I have tried to use the method you suggested, I have got an error.
My command line code is
>>> layer = nn.Linear(3, 3, bias = False)
>>> layer.weight
Parameter containing:
tensor([[ 0.4125, -0.2594, -0.3813],
[-0.3678, 0.5076, -0.3462],
[ 0.4600, 0.0209, -0.4292]], requires_grad=True)
>>> geotorch.orthogonal(layer, "weight")
>>> layer.weight
tensor([[ 0.1501, -0.9853, 0.0816],
[-0.0489, 0.0750, 0.9960],
[-0.9875, -0.1535, -0.0369]], grad_fn=<MmBackward>)
>>> layer.weight = torch.nn.init.eye_(layer.weight)
Traceback (most recent call last):
File "<stdin>", line 1, in <module>
File "/Users/sujiahao/miniconda3/envs/pytorch/lib/python3.6/site-packages/torch/nn/modules/module.py", line 819, in __setattr__
object.__setattr__(self, name, value)
File "/Users/sujiahao/miniconda3/envs/pytorch/lib/python3.6/site-packages/geotorch/parametrize.py", line 182, in set_value
module.parametrizations[tensor_name].set_value_(value)
File "/Users/sujiahao/miniconda3/envs/pytorch/lib/python3.6/site-packages/geotorch/parametrize.py", line 52, in set_value_
value = module.initialize_(value)
File "/Users/sujiahao/miniconda3/envs/pytorch/lib/python3.6/site-packages/geotorch/so.py", line 79, in initialize_
if not SO.in_manifold(X, self.base.size()):
File "/Users/sujiahao/miniconda3/envs/pytorch/lib/python3.6/site-packages/geotorch/so.py", line 98, in in_manifold
error = D.abs().sum(dim=-2).max(dim=-1) / k
TypeError: unsupported operand type(s) for /: 'torch.return_types.max' and 'int'
Could you suggest the correct usage of the code? Thanks!!!
Best,
Jiahao
Oh, thanks for the MWE, but may I ask what PyTorch version are you using, and whether this was on the last version of the fibrations
branch? I was not able to reproduce it in PyTorch 1.7.1
and the current fibrations
branch:
>>> import torch
>>> import geotorch
>>> import torch.nn as nn
>>> layer = nn.Linear(3, 3, bias = False)
>>> layer.weight
Parameter containing:
tensor([[ 0.1486, -0.0671, -0.4187],
[-0.2514, -0.2428, -0.2468],
[ 0.4127, -0.2797, 0.1743]], requires_grad=True)
>>> geotorch.orthogonal(layer, "weight")
>>> layer.weight
tensor([[-0.5787, -0.6748, -0.4581],
[-0.0457, 0.5876, -0.8078],
[ 0.8143, -0.4465, -0.3709]], grad_fn=<MmBackward>)

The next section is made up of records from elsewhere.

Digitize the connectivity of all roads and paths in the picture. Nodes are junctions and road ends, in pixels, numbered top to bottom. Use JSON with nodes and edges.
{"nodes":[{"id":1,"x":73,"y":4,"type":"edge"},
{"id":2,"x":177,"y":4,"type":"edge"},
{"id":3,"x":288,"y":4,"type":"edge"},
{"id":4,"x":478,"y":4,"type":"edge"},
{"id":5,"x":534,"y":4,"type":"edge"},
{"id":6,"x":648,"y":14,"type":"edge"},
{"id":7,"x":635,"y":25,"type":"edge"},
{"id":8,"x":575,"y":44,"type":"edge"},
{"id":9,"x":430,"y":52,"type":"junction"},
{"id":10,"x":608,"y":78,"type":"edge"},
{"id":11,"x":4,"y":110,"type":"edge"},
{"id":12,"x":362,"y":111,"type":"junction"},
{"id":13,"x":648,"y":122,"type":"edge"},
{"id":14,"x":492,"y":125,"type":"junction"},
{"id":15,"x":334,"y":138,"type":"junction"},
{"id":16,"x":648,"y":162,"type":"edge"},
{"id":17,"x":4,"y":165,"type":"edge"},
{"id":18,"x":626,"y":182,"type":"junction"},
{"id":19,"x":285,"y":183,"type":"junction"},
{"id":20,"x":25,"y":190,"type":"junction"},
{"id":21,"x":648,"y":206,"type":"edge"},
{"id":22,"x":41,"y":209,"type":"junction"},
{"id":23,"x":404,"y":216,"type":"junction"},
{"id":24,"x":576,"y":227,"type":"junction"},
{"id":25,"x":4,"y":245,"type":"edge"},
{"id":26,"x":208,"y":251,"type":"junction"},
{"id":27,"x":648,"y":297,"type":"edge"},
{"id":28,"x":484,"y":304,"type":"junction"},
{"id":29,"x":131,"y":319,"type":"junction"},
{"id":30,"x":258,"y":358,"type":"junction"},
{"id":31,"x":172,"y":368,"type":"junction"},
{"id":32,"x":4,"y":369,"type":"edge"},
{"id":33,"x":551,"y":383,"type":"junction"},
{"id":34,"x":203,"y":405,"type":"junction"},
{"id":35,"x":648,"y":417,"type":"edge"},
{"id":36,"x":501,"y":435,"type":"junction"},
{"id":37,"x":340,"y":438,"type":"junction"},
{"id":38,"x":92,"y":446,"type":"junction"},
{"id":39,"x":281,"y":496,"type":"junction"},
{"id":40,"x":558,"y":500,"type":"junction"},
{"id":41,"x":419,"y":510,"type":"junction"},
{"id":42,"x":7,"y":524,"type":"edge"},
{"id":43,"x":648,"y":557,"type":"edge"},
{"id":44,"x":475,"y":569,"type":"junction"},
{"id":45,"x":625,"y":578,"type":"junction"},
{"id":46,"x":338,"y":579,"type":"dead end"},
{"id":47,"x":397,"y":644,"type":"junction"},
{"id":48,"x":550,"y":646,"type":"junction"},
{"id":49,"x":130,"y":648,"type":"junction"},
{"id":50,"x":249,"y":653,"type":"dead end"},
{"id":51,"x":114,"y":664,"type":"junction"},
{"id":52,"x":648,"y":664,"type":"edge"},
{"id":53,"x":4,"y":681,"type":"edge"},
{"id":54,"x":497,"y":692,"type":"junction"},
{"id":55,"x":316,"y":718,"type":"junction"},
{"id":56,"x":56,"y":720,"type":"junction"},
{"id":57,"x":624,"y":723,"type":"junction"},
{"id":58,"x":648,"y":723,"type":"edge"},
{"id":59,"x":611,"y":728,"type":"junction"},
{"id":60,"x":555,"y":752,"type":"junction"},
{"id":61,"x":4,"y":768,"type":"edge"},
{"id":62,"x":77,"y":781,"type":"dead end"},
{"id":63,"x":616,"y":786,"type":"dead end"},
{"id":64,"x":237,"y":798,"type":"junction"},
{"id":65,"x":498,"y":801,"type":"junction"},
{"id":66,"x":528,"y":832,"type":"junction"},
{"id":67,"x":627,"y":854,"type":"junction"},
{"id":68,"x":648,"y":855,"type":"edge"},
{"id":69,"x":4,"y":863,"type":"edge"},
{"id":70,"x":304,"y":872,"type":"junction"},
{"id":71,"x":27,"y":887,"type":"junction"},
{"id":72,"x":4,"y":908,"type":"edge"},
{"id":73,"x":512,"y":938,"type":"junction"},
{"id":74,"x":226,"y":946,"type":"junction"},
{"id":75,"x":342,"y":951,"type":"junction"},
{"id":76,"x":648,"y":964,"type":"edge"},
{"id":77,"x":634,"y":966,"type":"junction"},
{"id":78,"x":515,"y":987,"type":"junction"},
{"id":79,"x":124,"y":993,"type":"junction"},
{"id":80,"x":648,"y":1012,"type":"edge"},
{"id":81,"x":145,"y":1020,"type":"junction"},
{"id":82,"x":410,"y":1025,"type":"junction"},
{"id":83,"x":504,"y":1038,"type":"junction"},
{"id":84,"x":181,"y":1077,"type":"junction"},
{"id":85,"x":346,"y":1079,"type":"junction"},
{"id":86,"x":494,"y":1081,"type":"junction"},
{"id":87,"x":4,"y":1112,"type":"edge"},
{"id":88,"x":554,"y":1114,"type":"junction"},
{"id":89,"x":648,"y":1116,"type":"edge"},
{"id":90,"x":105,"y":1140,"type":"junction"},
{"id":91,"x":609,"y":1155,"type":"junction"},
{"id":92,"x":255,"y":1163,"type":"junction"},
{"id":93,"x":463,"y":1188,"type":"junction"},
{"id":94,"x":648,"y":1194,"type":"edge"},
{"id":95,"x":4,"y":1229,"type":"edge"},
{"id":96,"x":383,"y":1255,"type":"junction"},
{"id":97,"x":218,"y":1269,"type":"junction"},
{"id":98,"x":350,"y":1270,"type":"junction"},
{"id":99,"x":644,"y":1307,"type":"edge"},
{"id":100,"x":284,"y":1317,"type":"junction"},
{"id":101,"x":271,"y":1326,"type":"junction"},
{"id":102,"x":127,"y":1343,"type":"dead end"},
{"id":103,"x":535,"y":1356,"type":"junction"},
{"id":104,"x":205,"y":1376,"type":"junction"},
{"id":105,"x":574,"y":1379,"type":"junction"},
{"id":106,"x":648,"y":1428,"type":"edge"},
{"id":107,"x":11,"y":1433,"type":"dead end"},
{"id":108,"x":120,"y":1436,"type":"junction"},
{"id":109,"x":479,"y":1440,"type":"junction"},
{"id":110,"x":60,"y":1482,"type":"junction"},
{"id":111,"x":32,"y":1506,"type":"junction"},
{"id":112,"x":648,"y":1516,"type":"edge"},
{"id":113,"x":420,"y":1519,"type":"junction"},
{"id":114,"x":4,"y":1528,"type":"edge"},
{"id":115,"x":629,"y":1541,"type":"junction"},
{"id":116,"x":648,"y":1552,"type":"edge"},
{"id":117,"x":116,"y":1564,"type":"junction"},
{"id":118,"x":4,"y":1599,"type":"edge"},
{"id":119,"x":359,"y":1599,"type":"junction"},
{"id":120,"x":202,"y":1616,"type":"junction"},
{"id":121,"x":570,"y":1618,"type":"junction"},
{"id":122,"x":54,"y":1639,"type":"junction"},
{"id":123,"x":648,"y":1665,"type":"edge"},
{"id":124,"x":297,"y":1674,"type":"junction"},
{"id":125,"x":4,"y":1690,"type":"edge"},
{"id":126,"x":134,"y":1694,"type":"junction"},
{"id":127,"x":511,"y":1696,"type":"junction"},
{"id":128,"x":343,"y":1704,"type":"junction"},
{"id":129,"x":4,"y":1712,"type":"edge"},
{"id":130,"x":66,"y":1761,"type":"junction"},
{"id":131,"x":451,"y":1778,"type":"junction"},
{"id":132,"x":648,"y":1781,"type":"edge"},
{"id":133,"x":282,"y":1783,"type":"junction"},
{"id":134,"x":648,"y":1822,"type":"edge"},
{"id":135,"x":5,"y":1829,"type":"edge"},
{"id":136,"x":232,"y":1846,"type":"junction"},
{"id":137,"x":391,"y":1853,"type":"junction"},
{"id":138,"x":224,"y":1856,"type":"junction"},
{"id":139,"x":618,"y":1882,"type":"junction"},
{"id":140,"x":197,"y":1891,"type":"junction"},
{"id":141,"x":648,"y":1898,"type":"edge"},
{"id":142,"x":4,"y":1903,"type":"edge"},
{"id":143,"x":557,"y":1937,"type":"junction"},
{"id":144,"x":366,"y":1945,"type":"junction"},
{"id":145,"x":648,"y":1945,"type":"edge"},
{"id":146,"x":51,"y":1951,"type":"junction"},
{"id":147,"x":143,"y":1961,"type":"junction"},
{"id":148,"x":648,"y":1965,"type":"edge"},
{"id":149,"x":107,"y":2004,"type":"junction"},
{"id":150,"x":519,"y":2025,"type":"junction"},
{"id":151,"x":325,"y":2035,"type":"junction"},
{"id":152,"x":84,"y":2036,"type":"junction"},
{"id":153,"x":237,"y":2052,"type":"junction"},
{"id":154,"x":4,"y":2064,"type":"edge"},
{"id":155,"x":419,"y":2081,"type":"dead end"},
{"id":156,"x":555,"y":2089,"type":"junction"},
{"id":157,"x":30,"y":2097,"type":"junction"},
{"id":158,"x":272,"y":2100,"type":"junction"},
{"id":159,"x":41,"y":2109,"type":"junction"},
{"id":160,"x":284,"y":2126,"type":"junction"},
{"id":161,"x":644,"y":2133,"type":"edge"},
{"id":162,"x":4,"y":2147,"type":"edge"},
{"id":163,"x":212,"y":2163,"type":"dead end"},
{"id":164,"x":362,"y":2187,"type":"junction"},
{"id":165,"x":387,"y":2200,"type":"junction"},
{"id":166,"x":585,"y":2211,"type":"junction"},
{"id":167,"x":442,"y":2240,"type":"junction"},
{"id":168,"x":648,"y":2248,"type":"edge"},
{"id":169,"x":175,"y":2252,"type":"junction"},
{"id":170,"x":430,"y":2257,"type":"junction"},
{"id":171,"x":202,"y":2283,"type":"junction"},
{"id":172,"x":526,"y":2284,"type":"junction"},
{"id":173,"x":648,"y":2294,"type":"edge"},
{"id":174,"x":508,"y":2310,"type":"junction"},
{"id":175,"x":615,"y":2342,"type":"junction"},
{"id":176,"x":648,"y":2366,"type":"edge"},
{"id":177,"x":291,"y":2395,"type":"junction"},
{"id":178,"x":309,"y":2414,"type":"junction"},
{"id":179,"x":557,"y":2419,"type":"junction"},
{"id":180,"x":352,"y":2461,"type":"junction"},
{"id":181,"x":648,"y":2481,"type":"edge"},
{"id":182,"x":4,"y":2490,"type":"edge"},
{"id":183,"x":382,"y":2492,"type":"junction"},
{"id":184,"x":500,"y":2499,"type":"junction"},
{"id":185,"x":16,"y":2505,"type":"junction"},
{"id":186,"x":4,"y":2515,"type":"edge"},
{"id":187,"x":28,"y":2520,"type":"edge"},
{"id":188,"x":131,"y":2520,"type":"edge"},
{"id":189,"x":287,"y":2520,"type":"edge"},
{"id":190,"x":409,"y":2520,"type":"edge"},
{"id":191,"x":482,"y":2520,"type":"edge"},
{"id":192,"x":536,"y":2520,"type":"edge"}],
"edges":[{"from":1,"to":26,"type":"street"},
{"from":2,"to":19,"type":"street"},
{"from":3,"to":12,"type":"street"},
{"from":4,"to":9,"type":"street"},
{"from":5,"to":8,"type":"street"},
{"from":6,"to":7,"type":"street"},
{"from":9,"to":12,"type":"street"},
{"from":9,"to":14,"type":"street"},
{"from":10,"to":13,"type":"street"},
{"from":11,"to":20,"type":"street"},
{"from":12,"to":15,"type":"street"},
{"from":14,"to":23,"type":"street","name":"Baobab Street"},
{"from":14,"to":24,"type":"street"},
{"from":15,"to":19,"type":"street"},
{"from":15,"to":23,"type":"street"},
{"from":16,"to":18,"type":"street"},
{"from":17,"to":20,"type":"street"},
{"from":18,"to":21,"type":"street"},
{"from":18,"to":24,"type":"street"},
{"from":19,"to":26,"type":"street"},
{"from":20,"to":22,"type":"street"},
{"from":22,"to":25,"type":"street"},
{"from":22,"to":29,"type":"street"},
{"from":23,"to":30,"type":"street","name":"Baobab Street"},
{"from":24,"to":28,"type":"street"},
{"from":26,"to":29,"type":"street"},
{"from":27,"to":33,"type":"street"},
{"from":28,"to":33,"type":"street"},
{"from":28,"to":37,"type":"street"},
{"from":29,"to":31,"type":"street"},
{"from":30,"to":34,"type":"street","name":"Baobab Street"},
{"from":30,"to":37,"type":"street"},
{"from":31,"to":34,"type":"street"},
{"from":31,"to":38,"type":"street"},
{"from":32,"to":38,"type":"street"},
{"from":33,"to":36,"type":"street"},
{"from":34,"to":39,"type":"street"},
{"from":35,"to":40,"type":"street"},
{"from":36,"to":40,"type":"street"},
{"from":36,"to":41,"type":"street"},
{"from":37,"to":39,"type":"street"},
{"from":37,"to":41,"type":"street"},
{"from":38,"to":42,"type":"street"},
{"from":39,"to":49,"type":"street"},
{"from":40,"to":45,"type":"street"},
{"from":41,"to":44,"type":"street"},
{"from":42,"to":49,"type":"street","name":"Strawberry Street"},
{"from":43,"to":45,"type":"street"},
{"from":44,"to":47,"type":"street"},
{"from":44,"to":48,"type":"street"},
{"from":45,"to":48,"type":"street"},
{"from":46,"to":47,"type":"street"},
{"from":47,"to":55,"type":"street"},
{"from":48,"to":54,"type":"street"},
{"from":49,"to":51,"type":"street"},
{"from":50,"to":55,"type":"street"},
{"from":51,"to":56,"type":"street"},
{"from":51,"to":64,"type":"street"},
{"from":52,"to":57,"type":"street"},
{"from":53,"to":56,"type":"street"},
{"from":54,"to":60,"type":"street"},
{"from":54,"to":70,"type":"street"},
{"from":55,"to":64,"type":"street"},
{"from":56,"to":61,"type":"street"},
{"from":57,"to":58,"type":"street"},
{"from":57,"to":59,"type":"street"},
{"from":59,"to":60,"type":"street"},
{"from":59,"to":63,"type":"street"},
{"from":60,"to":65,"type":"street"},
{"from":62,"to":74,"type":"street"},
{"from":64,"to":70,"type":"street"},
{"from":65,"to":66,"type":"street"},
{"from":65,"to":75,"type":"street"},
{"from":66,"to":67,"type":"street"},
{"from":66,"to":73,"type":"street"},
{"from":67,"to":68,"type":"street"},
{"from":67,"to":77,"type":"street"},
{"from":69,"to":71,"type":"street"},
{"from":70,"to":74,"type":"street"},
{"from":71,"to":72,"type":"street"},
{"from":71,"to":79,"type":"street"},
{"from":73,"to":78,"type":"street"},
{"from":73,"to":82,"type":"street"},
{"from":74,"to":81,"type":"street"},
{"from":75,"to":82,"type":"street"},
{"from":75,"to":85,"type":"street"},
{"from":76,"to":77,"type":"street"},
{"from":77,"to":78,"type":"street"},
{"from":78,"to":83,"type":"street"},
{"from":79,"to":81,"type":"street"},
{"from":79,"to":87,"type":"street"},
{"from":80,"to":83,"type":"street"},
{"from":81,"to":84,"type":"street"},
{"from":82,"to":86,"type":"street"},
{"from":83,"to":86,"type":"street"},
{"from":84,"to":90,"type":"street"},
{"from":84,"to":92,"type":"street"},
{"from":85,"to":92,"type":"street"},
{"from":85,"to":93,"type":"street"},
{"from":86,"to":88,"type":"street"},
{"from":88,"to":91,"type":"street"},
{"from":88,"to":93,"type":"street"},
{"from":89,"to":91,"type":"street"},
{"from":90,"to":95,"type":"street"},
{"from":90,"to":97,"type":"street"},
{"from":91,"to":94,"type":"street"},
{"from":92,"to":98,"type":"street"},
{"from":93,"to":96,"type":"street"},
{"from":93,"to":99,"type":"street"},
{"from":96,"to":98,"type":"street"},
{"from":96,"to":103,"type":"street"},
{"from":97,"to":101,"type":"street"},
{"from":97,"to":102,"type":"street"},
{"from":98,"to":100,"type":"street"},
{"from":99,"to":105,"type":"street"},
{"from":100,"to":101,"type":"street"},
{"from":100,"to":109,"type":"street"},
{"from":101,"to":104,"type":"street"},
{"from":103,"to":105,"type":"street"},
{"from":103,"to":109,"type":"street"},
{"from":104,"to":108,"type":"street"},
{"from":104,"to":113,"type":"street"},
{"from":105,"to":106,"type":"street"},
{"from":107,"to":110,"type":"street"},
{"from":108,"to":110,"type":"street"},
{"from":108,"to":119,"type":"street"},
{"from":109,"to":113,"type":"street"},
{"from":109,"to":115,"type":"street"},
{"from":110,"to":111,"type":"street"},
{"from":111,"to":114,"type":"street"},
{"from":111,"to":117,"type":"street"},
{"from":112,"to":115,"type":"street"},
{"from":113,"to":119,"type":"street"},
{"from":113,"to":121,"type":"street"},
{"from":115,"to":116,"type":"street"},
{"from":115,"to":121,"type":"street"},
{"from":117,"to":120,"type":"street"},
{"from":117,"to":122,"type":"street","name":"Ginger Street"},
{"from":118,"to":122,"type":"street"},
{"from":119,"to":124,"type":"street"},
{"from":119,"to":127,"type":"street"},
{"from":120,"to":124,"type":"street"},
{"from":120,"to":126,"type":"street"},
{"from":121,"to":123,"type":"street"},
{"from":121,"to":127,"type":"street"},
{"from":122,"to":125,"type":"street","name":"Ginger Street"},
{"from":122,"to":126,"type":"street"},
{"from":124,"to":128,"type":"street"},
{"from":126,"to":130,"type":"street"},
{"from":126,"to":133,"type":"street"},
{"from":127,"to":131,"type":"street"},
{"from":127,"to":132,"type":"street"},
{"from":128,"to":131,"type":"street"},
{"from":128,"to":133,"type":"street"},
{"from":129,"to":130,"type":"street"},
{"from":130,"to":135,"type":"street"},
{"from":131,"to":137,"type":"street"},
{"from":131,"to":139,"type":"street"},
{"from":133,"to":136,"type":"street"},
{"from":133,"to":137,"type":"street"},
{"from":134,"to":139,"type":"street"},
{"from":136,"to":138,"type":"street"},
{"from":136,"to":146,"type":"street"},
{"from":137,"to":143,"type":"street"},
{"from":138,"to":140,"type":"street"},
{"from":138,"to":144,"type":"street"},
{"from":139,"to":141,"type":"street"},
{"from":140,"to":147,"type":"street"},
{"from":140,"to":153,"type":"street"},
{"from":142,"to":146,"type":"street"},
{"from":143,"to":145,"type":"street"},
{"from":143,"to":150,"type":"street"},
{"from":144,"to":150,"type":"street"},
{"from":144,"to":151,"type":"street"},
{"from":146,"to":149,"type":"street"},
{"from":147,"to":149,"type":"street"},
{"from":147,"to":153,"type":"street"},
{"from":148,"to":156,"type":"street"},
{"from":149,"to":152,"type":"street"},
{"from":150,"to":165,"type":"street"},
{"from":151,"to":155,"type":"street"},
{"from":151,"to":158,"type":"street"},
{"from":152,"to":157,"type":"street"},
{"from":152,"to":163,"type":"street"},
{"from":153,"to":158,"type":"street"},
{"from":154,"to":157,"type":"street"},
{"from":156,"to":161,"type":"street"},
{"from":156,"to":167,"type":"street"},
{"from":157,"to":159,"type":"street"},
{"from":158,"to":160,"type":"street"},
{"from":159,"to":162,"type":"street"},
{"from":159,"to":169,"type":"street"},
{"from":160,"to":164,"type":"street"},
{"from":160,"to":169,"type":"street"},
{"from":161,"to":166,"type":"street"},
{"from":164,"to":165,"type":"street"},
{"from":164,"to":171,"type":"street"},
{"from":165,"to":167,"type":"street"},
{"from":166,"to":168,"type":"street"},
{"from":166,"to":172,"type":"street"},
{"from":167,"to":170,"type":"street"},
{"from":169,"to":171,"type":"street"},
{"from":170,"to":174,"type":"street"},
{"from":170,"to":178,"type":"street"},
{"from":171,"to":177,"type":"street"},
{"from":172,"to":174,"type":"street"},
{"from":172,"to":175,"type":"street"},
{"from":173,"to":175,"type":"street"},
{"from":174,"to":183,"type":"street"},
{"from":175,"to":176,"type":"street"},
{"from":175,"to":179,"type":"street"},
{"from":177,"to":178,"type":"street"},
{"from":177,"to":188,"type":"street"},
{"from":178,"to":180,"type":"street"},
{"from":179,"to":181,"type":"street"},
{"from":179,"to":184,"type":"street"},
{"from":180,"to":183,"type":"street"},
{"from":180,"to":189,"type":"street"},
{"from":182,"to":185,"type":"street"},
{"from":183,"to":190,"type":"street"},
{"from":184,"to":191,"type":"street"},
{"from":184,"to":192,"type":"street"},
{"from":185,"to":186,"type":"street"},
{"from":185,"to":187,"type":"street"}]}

>>> layer.weight = torch.nn.init.eye_(layer.weight)
>>> layer.weight
tensor([[1., 0., 0.],
[0., 1., 0.],
[0., 0., 1.]], grad_fn=<MmBackward>)
>>> layer.parametrizations.weight[0].base
tensor([[1., 0., 0.],
[0., 1., 0.],
[0., 0., 1.]])
Oh, I see the problem now! Before PyTorch 1.7.0
, there was no norm 1 for matrices implemented in PyTorch, so I implemented it myself... and it had the bug you found. And, at the moment, I do not test against older versions of PyTorch... I should add that sometime soon, sorry for that! I'll push a fix in a couple minutes. Even then, I am planning to add all this properly tested to master
sometime in the following days, so all this should be working and tested for all the manifolds sometime next week :)
Edit: Comited now, please tell me if you still have problems!
I just finished implementing and testing all that, and now it's merged into master
. I also implemented convenience sample()
methods in all the manifolds, to make the life of the user a bit easier :) You can check the examples
and take a look at the implementation. In summary, now you can do things like:
linear = nn.Linear(8, 8)
geotorch.orthogonal(linear, "weight")
SO = linear.parametrizations.weight[0]
# Initialize weight using the Haar measure
linear.weight = SO.sample("uniform")
# Initialize weight using a distribution that works well on RNNs
linear.weight = SO.sample("torus")
# Initialize weight to be the identity matrix
linear.weight = torch.nn.init.eye_(layer.weight)
Do you have any other question? Can we close this?
Thanks! We can close this issue.
I am wondering whether I can initialize the constrained objects myself (for example, I would like to initialize the orthogonal matrix as identical mapping).